=== INSTRUCTIONS FOR THE TASK ===
Go through the records line by line from the top and repeat each one exactly, ending with the line that contains "Digitize the connectivity".

#### RECORDS TO USE

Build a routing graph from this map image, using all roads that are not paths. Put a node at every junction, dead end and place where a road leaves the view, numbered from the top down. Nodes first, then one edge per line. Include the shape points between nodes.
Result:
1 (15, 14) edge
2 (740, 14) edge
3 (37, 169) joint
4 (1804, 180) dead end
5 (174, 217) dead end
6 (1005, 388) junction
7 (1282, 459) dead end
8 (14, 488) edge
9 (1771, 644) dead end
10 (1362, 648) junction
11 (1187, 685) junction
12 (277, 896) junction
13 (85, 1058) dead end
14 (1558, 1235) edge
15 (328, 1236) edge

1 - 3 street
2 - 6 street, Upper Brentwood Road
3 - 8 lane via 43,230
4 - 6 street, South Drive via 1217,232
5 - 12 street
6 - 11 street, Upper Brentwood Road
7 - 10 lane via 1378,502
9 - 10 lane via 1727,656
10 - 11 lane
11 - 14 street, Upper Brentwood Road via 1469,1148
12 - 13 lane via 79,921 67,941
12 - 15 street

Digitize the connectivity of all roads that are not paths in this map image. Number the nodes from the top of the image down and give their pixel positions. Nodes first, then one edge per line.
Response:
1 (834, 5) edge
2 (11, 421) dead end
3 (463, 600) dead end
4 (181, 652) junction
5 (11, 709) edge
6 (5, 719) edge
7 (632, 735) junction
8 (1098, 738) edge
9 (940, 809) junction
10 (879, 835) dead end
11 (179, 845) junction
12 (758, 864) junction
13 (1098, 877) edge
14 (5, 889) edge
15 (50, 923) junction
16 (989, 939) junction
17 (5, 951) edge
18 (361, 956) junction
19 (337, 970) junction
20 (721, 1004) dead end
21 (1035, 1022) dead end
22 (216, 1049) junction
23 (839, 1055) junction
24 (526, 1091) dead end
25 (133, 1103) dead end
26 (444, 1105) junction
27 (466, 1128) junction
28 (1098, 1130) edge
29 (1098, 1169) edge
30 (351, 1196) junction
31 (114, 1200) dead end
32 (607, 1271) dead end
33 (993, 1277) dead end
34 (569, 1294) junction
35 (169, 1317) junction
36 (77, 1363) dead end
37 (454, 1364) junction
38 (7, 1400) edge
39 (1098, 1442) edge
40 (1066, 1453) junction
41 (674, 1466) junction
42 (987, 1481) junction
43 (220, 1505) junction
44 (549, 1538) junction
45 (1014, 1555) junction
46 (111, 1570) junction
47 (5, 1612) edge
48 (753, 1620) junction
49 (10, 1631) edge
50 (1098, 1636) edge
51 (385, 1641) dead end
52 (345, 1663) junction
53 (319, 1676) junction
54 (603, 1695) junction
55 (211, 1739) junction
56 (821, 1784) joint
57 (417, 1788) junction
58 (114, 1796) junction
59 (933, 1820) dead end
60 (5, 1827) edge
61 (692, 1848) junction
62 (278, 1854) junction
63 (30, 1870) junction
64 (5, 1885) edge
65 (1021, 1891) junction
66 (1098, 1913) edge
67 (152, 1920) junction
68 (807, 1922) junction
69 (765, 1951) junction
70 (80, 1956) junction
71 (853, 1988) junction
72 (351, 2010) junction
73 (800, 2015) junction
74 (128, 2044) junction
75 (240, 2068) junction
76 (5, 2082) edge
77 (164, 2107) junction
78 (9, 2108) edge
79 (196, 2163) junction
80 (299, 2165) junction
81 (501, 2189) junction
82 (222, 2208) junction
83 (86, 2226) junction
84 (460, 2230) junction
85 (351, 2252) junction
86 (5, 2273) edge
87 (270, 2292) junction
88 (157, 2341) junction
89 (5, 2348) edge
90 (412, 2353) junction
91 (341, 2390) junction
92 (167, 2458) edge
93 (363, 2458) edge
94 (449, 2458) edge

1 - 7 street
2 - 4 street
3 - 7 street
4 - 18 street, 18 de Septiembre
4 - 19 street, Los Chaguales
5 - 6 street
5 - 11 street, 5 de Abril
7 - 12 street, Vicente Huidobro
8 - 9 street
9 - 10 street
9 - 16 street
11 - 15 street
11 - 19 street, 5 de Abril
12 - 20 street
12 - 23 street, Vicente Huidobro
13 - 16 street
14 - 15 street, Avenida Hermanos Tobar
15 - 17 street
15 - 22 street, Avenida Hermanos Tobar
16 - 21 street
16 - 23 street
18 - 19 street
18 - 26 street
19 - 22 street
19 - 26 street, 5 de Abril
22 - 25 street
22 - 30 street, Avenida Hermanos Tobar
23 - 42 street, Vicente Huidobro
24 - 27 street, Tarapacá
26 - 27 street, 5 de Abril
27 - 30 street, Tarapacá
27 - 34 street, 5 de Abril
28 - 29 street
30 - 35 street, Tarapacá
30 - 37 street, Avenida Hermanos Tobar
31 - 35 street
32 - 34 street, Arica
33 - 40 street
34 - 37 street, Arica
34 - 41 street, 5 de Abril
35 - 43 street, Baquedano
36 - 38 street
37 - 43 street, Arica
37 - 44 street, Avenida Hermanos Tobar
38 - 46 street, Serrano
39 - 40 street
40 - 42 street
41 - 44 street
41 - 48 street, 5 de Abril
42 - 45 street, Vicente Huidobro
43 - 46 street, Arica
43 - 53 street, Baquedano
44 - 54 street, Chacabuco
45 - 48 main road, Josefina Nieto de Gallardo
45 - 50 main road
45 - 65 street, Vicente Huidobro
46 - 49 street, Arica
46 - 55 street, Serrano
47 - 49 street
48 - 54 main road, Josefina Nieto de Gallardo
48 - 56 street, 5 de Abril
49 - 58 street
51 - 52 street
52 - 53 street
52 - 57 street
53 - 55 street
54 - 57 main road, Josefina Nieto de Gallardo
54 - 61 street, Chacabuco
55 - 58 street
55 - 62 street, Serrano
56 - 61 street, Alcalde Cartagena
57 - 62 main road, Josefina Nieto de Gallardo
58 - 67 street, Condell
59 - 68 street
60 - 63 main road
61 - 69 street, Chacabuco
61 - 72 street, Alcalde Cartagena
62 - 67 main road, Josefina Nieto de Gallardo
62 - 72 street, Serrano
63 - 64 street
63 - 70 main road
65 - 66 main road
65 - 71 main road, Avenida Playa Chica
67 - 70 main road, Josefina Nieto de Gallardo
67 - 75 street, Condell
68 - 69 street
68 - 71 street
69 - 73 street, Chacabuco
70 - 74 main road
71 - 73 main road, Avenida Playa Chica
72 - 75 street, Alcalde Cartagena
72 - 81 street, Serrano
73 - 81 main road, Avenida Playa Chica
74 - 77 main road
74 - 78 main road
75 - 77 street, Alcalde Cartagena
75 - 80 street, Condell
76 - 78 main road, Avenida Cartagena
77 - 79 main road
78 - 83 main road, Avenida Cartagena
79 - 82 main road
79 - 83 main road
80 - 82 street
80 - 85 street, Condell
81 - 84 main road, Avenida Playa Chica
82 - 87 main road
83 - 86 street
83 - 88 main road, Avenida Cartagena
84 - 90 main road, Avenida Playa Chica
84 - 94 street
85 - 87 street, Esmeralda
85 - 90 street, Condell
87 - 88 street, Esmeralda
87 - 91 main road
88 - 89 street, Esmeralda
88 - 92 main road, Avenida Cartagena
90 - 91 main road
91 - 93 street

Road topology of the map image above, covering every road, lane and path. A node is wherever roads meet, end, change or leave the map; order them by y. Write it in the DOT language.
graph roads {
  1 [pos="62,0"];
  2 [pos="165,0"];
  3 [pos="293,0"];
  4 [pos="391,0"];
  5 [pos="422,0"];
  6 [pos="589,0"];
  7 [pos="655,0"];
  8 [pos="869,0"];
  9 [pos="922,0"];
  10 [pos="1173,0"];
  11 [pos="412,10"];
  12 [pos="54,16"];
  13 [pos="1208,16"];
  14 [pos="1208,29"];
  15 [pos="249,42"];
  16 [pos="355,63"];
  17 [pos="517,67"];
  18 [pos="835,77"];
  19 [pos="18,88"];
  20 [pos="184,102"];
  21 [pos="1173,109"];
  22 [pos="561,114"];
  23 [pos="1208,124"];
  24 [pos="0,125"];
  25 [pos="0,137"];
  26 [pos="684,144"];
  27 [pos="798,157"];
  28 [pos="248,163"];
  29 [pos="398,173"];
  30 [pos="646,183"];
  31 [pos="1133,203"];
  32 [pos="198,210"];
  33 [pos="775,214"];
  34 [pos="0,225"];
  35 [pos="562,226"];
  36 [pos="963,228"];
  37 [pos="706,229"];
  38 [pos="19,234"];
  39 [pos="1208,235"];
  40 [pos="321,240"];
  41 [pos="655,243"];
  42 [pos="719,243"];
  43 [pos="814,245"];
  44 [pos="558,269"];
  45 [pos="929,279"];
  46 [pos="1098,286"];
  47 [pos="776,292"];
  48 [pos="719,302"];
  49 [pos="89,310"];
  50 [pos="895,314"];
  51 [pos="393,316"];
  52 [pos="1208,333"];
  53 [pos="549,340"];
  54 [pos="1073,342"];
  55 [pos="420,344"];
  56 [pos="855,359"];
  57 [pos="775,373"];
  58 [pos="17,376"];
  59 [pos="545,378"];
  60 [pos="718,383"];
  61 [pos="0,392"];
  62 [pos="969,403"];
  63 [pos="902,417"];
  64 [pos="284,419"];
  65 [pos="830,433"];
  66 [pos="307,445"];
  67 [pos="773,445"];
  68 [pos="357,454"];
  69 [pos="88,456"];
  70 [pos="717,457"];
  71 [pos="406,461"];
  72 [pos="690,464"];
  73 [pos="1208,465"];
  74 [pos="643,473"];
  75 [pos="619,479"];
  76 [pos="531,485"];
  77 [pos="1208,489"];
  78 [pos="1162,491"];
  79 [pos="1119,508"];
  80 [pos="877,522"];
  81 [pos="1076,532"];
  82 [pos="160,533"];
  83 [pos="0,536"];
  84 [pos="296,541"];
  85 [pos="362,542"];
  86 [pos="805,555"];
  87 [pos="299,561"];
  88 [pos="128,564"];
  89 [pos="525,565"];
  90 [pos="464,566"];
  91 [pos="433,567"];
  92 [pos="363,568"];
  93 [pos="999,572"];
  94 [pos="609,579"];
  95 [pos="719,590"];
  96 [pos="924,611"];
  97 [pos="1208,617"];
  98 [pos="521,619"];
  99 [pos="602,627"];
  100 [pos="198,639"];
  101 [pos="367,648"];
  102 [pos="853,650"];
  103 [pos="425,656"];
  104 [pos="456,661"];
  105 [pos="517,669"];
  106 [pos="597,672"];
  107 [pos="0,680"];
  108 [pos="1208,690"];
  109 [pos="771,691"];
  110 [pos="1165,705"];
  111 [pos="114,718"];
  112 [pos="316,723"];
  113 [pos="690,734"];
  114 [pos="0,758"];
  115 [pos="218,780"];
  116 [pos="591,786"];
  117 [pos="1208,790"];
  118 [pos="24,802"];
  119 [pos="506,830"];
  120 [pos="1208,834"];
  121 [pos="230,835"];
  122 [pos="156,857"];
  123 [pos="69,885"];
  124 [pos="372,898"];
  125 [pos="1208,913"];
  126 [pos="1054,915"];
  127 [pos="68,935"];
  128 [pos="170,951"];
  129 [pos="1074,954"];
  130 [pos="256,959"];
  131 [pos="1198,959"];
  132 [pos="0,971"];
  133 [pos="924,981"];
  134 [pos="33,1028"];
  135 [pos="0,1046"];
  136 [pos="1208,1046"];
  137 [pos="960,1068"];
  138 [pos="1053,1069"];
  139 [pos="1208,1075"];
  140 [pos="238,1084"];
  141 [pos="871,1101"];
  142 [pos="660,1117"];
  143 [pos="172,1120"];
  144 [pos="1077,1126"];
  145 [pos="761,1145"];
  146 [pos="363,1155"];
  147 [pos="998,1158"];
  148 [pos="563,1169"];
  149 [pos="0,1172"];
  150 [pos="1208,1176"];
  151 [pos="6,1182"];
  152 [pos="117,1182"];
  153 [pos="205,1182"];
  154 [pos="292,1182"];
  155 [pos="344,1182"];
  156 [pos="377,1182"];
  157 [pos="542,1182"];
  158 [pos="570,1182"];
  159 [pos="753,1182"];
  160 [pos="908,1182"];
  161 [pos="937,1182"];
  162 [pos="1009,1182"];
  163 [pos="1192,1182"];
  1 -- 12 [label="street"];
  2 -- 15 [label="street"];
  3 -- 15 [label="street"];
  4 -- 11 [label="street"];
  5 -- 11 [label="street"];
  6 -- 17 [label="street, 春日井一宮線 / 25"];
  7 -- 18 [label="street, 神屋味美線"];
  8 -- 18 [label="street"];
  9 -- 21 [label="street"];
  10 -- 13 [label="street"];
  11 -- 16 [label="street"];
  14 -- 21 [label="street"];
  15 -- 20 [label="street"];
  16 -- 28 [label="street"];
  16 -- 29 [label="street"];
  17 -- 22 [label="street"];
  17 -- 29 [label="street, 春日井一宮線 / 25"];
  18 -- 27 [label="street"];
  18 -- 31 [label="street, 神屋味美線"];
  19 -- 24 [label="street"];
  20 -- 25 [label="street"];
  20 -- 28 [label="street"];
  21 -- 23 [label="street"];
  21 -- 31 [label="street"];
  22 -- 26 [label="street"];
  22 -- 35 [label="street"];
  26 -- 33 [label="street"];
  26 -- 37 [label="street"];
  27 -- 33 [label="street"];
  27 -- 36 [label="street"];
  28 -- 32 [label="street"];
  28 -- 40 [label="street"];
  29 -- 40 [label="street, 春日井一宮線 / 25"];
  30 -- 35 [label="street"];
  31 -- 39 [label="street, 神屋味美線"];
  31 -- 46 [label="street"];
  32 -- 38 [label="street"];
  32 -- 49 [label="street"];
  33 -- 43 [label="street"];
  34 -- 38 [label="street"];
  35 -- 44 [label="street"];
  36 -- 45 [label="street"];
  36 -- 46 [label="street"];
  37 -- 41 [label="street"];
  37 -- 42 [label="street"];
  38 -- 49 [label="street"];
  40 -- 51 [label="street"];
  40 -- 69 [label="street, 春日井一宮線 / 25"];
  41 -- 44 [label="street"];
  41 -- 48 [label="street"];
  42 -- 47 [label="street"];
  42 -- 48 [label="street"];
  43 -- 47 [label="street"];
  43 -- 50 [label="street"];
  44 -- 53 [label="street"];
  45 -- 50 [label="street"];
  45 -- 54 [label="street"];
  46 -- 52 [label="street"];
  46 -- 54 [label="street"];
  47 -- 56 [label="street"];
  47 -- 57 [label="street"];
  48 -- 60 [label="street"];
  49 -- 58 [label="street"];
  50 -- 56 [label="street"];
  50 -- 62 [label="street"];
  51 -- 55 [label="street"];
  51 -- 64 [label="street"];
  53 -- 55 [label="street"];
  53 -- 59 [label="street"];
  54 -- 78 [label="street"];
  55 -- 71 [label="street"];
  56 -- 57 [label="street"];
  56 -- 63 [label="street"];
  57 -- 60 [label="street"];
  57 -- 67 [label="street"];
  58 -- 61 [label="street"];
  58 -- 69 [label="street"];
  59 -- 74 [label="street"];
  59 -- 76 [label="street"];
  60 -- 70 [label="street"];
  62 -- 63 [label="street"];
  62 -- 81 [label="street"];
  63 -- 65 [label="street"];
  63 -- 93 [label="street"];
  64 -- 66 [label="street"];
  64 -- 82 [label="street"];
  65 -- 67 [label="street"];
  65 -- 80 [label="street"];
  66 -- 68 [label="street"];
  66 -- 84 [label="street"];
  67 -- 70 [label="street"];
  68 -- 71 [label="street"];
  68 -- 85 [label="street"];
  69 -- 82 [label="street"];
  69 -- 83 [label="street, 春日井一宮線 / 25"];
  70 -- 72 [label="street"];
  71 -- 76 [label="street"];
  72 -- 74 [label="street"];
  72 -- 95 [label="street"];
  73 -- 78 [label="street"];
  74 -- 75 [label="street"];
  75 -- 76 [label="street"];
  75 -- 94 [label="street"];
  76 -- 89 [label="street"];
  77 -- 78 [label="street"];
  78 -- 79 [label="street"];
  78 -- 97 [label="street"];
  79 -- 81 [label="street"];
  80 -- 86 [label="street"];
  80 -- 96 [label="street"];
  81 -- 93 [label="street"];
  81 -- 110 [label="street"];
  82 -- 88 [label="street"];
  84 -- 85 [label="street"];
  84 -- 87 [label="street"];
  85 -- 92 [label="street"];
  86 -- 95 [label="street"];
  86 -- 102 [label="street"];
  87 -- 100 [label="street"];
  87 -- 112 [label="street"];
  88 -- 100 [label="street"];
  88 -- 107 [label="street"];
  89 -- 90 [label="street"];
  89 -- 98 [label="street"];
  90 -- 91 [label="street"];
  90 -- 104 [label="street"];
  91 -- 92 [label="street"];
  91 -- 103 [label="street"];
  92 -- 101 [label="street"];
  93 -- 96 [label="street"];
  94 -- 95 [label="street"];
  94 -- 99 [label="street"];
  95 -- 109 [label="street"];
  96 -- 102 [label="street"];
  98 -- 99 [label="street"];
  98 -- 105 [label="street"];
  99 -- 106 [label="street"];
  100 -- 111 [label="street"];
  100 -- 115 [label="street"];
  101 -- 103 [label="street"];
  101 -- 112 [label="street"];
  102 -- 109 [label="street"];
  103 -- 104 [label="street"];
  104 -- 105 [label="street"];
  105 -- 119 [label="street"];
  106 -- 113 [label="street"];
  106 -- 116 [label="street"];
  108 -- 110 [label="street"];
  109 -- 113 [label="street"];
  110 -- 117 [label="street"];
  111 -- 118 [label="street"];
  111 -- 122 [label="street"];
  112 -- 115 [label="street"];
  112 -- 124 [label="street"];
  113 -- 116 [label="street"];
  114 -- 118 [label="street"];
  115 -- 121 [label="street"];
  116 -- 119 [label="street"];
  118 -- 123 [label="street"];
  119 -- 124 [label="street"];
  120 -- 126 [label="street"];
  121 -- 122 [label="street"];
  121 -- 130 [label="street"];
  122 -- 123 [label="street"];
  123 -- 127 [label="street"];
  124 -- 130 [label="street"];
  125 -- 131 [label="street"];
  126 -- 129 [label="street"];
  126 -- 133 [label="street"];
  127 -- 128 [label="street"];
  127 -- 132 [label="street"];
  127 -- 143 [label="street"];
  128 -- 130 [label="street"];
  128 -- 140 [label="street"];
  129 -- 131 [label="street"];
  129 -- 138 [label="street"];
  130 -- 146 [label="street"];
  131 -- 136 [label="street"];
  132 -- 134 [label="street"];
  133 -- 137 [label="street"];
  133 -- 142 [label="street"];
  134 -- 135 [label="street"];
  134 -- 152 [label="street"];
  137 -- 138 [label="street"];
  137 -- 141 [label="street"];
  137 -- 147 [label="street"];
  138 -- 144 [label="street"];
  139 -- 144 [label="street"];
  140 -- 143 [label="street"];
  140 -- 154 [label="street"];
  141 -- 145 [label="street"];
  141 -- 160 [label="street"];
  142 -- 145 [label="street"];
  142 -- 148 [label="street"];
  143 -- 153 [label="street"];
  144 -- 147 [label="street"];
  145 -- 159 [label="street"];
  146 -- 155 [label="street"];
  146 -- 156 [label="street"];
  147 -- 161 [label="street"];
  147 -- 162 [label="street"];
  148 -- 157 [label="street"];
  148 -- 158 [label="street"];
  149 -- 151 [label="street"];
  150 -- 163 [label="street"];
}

########

=== EXERCISE ANSWER ===
Build a routing graph from this map image, using all roads that are not paths. Put a node at every junction, dead end and place where a road leaves the view, numbered from the top down. Nodes first, then one edge per line. Include the shape points between nodes.
Result:
1 (15, 14) edge
2 (740, 14) edge
3 (37, 169) joint
4 (1804, 180) dead end
5 (174, 217) dead end
6 (1005, 388) junction
7 (1282, 459) dead end
8 (14, 488) edge
9 (1771, 644) dead end
10 (1362, 648) junction
11 (1187, 685) junction
12 (277, 896) junction
13 (85, 1058) dead end
14 (1558, 1235) edge
15 (328, 1236) edge

1 - 3 street
2 - 6 street, Upper Brentwood Road
3 - 8 lane via 43,230
4 - 6 street, South Drive via 1217,232
5 - 12 street
6 - 11 street, Upper Brentwood Road
7 - 10 lane via 1378,502
9 - 10 lane via 1727,656
10 - 11 lane
11 - 14 street, Upper Brentwood Road via 1469,1148
12 - 13 lane via 79,921 67,941
12 - 15 street

Digitize the connectivity of all roads that are not paths in this map image. Number the nodes from the top of the image down and give their pixel positions. Nodes first, then one edge per line.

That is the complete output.